Embodiments of the present invention will be described in detail below with reference to the drawings. As shown in FIG. 3, this embodiment has a drive shaft 12, a plunger 14, a roller ring 16, a roller 18, a cam plate 20, a pump housing 22, a timer piston 24, a slide pin 26, and a feed pump similar to the conventional example. 30, compression spring 3
2. In a solenoid valve spill type distributed fuel injection pump having a delivery valve 40, a solenoid 42, etc., there are teeth for rotation detection on the outer periphery disposed on the drive shaft 12 and for generating a signal corresponding to the number of cylinders. The rotation of the engine is detected from the approach of the rotor 60 provided with a notch, and the teeth are arranged near the outer circumference of the rotor of the pump housing 22, and the reference position of the engine rotation is detected from the approach of the notch. For example, a rotation and reference position sensor 62 for detecting the top dead center, and an injection start sensor 64 disposed near the outer circumference of the rotor of the roller ring 16 for detecting the start of injection from the approach of the notch. The engine rotation is detected based on the output of the rotation and reference position sensor 62, and the advance angle of the injection timing with respect to the engine reference position is detected based on the phase difference between the output of the rotation and reference position sensor 62 and the output of the injection start sensor 64. is detected, and furthermore, the injection end timing by the solenoid 42 is controlled based on the output of the injection start sensor 64. The rotation and reference position sensor 62 and the injection start sensor 64 include a permanent magnet 62A for forming a magnetic circuit with the outer circumference of the rotor 60, and the rotor 60, as shown in FIGS. 4 and 5, for example. Magnetoresistive element 62B for detecting changes in magnetic flux caused by the approach of teeth or notches formed on the outer periphery of the magnetoresistive element 62B.
and a permanent magnet 62C for applying a predetermined bias to the magnetoresistive element 62B. The action will be explained below. When the drive shaft 12 rotates as the engine rotates, the rotor 60 rotates.
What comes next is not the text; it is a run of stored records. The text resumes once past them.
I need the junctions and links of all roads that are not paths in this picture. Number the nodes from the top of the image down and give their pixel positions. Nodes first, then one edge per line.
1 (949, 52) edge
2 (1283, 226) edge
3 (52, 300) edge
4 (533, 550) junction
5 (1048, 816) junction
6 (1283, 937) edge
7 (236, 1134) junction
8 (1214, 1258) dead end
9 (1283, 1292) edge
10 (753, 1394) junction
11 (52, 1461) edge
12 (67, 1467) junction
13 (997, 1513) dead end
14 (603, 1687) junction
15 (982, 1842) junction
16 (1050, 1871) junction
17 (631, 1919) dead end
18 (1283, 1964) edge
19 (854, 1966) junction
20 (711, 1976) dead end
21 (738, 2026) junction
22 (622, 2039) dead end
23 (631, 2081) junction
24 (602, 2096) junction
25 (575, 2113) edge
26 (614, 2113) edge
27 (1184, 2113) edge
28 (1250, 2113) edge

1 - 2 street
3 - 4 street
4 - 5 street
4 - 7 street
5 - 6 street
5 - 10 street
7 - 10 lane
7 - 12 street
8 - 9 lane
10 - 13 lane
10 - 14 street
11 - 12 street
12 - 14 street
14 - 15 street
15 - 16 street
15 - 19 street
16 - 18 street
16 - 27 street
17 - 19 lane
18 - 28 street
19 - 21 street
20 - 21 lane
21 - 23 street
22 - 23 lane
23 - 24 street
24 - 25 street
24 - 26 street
Therefore, the rotation and reference position sensor 62 and the injection start sensor 64
detects the approach of the teeth formed on the outer periphery of the rotor 60 and their notches, and generates an output signal. The output generated from the rotation and reference position sensor 62 varies depending on the engine rotation and reference position, for example, top dead center, and the signal output from the injection start sensor 64 changes depending on the engine rotation and reference position, for example, top dead center. The rotation angle changes in response to the start of fuel injection. Therefore, as shown in Figure 6,
After the top dead center is detected by the output of the rotation and reference position sensor 62, the injection start sensor 64
By detecting the phase difference until the start of injection is detected by the output of , it is possible to determine the advance angle of the injection timing with respect to the engine reference position (top dead center). Further, after a predetermined time T has elapsed since the output of the injection start sensor 64 is generated, the solenoid 42
By activating this, fuel injection is terminated, thereby making it possible to accurately control the fuel injection amount Q. In this embodiment, teeth for detecting the engine rotation are provided on the outer periphery of the rotor 60, and the signal generating portion corresponding to the number of cylinders is the notch, so that the detection of the engine rotation and the reference position can be performed using a single sensor. 6
2, and the configuration is simple. In addition,
The configuration of the reference position sensor is not limited to this, and may be separate from the rotation sensor, for example, the pump drive shaft 12.
It is also possible to configure the reference position to be detected from the rotational displacement of the pump pulley for driving the pump pulley. Further, in this embodiment, the present invention is applied to a solenoid valve spill type distribution type fuel injection pump, and the rotation and reference position sensor 62 and the injection start sensor 6
The configuration is particularly simple because the engine rotation and the advance angle of the injection timing are not only detected in accordance with the output of the solenoid 42, but also the timing at which the solenoid 42 is actuated is controlled. It should be noted that the scope of application of the present invention is not limited to this, and it is obvious that it can be similarly applied to other types of fuel injection pumps other than the electromagnetic valve spill type. In the above embodiment, the signal generating section is a notch in a tooth formed on the outer periphery of the rotor, and both the rotation and reference position sensor 62 and the injection start sensor 64 utilize changes in magnetic resistance to detect the tooth or notch. However, the shape of the signal generating section formed on the outer periphery of the rotor, the specific configuration of the reference position sensor, and the injection start sensor are not limited to this.

[Effect of the idea]

As explained above, according to the present invention, it is possible to omit a stroke type timer position sensor having a complicated configuration, and the advance angle of the injection timing can be detected easily and accurately. Moreover, it has excellent effects such as lower production costs and improved reliability.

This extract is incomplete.